Saturday, December 3, 2011

Mow Job

Today, we will learn the hirsute history of the mustache, which is: From Monkey to Mustache: the Back-to-square-one History of Man. In short, having one is a bad idea. 

Or is it?

Isn't the vast numbers of mustachioed villains (Hitler), clowns (Chaplin), dictators (Saddam), comical detectives (Poirot), creepy artists (Dali) et al enough proof that having one will only bring third-party ridicule and first-party itch?

Apparently not. Middle-eastern and South Asian men in Singapore, for example, go around scaring the living crap out of the less-hirsute Chinese with their thick mustaches. "He looks like Saddam," is one oft-quoted comment I have heard.

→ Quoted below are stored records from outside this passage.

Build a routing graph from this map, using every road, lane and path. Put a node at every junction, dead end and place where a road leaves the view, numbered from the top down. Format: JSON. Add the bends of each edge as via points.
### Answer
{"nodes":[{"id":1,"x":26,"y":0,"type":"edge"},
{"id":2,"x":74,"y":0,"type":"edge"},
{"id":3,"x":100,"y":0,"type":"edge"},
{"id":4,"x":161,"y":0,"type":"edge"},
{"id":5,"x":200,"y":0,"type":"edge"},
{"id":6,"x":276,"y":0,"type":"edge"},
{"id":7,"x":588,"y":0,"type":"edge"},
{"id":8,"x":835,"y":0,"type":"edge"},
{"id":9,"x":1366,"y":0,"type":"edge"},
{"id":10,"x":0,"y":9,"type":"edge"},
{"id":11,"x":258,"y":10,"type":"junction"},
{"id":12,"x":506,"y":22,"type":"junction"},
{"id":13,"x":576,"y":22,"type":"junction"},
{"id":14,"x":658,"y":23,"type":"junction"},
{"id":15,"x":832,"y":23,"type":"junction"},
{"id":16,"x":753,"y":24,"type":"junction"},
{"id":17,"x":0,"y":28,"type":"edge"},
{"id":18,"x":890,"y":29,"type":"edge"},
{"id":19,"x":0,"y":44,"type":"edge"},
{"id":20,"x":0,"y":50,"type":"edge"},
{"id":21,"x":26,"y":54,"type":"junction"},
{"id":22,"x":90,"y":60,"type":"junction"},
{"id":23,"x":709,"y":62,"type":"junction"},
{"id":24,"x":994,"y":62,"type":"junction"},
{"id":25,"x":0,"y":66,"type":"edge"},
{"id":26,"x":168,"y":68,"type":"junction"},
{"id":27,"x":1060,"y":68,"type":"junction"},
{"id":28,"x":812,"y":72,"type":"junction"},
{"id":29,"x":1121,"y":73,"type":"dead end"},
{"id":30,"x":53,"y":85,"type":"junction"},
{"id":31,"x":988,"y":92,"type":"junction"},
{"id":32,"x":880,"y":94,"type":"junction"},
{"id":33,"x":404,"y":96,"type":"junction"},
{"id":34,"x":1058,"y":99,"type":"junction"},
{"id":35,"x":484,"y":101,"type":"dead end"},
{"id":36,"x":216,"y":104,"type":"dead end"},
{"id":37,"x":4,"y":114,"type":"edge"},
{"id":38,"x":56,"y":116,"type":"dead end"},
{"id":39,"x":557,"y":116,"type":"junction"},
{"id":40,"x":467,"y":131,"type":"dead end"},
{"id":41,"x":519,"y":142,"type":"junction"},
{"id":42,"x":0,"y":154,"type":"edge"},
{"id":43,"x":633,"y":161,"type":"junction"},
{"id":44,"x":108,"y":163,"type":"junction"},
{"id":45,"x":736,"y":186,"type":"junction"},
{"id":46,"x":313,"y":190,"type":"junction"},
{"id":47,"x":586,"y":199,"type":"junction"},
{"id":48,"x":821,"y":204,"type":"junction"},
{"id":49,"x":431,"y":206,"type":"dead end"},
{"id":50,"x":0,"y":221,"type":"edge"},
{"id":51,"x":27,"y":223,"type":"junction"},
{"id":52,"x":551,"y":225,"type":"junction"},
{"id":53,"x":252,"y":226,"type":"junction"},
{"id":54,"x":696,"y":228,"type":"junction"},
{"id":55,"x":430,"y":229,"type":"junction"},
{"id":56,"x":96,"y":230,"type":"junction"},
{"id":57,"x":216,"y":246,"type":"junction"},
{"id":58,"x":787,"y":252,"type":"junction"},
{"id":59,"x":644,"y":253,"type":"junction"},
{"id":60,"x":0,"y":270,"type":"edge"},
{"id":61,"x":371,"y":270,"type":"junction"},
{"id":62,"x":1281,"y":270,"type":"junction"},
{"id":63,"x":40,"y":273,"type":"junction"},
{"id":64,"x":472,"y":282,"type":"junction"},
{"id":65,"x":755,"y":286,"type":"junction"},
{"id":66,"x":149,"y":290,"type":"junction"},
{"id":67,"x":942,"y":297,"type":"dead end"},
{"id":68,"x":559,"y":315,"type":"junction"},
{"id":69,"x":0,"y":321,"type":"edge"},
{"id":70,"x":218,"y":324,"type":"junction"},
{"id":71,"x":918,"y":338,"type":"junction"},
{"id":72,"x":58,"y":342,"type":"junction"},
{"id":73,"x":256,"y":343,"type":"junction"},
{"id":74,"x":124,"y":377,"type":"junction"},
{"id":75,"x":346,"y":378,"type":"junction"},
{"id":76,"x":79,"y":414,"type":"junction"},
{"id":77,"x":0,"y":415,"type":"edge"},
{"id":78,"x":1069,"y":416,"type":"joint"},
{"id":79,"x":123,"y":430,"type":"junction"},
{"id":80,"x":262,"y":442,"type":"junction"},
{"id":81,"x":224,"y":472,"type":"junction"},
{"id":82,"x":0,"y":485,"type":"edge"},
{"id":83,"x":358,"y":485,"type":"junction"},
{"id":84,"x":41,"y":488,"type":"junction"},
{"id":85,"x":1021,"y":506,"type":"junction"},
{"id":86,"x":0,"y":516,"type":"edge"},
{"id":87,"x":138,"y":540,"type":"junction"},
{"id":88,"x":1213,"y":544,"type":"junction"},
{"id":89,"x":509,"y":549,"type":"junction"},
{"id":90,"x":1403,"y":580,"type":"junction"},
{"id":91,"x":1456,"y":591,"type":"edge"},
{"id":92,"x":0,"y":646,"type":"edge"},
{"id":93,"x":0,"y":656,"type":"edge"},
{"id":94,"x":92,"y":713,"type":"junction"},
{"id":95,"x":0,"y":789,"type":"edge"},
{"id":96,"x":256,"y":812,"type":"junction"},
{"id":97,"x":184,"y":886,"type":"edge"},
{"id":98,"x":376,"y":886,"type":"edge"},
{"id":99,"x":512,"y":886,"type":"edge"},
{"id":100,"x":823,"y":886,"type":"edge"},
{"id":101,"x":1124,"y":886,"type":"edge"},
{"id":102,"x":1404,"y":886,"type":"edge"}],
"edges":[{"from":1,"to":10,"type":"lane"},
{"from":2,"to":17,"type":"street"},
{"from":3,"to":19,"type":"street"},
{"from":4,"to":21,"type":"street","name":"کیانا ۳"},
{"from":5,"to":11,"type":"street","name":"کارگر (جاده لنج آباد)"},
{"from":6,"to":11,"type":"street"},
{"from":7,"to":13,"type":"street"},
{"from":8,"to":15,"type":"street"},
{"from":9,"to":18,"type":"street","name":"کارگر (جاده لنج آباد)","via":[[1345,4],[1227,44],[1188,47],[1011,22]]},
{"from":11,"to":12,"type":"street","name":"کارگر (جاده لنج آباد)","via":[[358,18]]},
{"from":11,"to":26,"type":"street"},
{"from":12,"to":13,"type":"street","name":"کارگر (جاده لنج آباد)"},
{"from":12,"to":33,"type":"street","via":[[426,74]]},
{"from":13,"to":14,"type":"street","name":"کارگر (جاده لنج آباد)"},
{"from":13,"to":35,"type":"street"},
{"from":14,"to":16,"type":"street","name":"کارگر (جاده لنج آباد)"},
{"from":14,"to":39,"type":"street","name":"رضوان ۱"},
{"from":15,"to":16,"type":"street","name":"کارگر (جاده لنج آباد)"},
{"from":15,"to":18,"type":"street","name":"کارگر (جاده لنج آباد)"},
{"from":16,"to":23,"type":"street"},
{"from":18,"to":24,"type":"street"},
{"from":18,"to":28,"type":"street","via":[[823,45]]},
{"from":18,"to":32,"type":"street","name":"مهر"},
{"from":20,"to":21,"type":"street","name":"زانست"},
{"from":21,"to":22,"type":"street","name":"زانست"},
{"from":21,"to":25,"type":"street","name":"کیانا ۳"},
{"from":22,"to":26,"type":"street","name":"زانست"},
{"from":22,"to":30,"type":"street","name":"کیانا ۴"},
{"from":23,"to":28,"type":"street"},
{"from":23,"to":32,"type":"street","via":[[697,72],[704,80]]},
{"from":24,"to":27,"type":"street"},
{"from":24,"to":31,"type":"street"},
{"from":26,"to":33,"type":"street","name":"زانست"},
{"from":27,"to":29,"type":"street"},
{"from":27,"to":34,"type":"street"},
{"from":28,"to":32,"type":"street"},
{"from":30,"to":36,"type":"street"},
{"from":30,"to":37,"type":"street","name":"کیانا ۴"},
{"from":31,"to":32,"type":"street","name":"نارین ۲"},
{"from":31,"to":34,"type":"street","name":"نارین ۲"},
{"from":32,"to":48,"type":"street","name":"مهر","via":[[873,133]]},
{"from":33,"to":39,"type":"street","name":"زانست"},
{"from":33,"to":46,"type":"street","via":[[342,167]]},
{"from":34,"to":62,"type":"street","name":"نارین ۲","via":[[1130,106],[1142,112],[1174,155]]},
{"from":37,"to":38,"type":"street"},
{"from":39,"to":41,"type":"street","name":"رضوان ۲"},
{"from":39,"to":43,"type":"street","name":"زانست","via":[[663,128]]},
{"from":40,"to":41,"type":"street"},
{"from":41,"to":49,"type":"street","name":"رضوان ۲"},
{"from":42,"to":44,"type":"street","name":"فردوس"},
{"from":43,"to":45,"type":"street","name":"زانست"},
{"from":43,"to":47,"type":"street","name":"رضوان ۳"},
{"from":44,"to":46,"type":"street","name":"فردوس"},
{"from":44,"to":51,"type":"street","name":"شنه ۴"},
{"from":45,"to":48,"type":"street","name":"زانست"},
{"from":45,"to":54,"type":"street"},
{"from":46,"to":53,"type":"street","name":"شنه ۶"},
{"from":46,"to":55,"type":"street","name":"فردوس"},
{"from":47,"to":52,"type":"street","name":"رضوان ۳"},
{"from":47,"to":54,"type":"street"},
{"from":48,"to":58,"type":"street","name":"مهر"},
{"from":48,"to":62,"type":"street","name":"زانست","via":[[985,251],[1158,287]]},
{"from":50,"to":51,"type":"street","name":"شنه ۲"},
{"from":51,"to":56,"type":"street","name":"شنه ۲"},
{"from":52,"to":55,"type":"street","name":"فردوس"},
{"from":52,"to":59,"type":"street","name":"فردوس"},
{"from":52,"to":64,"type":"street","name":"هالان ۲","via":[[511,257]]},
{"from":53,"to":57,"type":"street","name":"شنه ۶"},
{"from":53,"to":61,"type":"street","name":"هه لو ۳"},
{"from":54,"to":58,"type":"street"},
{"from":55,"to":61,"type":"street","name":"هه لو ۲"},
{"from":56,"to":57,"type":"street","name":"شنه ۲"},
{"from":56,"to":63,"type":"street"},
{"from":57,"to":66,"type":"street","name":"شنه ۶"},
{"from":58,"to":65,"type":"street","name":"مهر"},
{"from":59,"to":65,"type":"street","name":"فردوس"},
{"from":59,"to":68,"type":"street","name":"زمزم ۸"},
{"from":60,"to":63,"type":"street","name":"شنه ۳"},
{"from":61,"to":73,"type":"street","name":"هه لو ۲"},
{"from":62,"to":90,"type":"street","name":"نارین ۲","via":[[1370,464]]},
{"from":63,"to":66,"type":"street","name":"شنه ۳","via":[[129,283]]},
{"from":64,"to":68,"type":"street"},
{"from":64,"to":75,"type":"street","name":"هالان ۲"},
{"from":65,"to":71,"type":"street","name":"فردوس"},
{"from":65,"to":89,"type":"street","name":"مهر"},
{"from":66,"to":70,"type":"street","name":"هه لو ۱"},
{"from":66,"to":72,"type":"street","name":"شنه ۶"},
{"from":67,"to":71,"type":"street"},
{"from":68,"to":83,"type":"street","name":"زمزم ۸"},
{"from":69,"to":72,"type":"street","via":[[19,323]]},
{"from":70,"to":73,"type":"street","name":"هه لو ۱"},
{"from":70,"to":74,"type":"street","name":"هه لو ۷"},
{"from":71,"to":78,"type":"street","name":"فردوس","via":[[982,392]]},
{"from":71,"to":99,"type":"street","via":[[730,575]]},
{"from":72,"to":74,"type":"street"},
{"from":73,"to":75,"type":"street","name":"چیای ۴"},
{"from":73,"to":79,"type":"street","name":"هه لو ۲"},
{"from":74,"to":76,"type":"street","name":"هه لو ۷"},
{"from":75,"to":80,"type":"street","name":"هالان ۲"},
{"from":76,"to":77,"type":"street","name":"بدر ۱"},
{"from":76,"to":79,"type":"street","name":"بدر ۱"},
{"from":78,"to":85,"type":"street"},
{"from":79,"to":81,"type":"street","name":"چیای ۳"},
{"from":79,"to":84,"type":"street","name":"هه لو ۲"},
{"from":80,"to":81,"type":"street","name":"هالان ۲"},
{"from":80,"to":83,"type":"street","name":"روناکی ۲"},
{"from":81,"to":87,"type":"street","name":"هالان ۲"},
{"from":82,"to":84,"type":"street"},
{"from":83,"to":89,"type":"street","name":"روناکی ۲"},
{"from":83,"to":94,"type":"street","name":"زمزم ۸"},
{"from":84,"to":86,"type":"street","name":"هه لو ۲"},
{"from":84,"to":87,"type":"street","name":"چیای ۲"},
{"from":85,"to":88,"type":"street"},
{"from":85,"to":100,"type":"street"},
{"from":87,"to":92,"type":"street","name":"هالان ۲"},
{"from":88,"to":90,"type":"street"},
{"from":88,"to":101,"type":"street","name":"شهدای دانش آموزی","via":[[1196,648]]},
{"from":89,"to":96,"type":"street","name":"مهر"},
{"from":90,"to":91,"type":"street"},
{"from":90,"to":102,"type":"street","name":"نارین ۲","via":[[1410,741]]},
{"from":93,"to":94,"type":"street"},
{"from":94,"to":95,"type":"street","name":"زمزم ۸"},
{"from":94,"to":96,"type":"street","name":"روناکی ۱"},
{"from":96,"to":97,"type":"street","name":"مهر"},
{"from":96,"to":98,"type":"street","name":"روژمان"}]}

Hey, once is once too many, and counts as "often." 

So in summary, I was going to submit this vast body of scientific evidence to make my case against the mustache.

Then I learned of "Movember," which is a movement that appeals greatly to me in the sense that it puts the fear of the proctologist in every man. That's right, it is a campaign to create awareness, and I think raise money, for male illnesses like prostate cancer. Women get a cute pink ribbon campaign, we go pick a fucking mustache.

Anyway, as I live life on a lark, I decided to give it a go. Immediate social pariah-hood ensued. Family members applied for restraining orders; colleagues tried to push me down elevator shafts; I suspect arsenic in my salad dressing at the regular place; entire train carriages and buses opened up for me, as if I was Moses in the Red Sea. I was in the depths of despair, shamed and shameful.

Then I landed up in India and everything changed. "You look wiser," said a learned economist, who in all the time I have known him, has sported a thick beard. Taxi drivers appeared to think very hard before inflating my fare. I stared down countless uniformed security guards who may actually be robots programmed to annoy entrants into office buildings by asking "Where are you going?" And most heartwarming of all, the female species seemed to smell blood, or pheromones, or something. Score! I have had to lock myself in my hotel room for fear that wild females may start behaving lasciviously with my mustache. Life is tough, in a good way. I finally, almost see the value of having what looks like a dead caterpillar stuck above my upper lip.

Unfortunately, very shortly, I will leave India, entering a plane where no doubt I will immediately be pounced upon by the air-marshal and handcuffed for looking like a terrorist. I suppose therefore I have to bid farewell to my itchy growth.

Which brings me to one of my most memorable moments: a warm, lathered shave from the sharp end of a cutthroat at a corner barbershop in Kars, the Kurdish corner of Turkey, one fine afternoon a couple of years ago. Now *that*, ladies, is what a man wants, not a sissy "facial" in a "spa." So for your husband's next birthday, don't give him a tie, take him to a fancy barber or get him something from the Art of Shaving. And follow it up with a surprise visit to the proctologist. He will appreciate it as soon as he regains the feeling in his...

And if you do not have a husband, I am available for the next half hour. Hurry, limited time offer only!

5 comments:

Anitha said...

Thanks for the tip/offer. :P

deviousdiv said...

This is going to be incredibly racist but Fuckall I am entitled. Peach fuzz, ginger ribbons and 2 strands of hair don't make for as good a mustache as a 'black caterpillar' on a south Asian man's face. The non-browns are just jealous of your hiristue prowess which is why they give you a hard time.

Anyway, I doubt you or any straight man would be amenable to wearing a baby blue shiny satin ribbon over your manly chest for prostrate cancer so Embrace the stache CY!

~deviousDiv

~deviousDiv

Caustic Yoda said...

You misunderstand. The dead caterpillar feeling is really rather, er... creepy. So for reasons of comfort, it's been mowed down.

deviousdiv said...

CY- if a woman can suffer chronic back pains, severe chafing, near scalding and a couple of surgeries to look attractive to men, one dead caterpillar.... ;)

But clean shaven is also quite hot all things considered. Hmmmm

~deviousDiv

Caustic Yoda said...

Surgeries I get; chafing, scalding and back pain? I'd better not ask.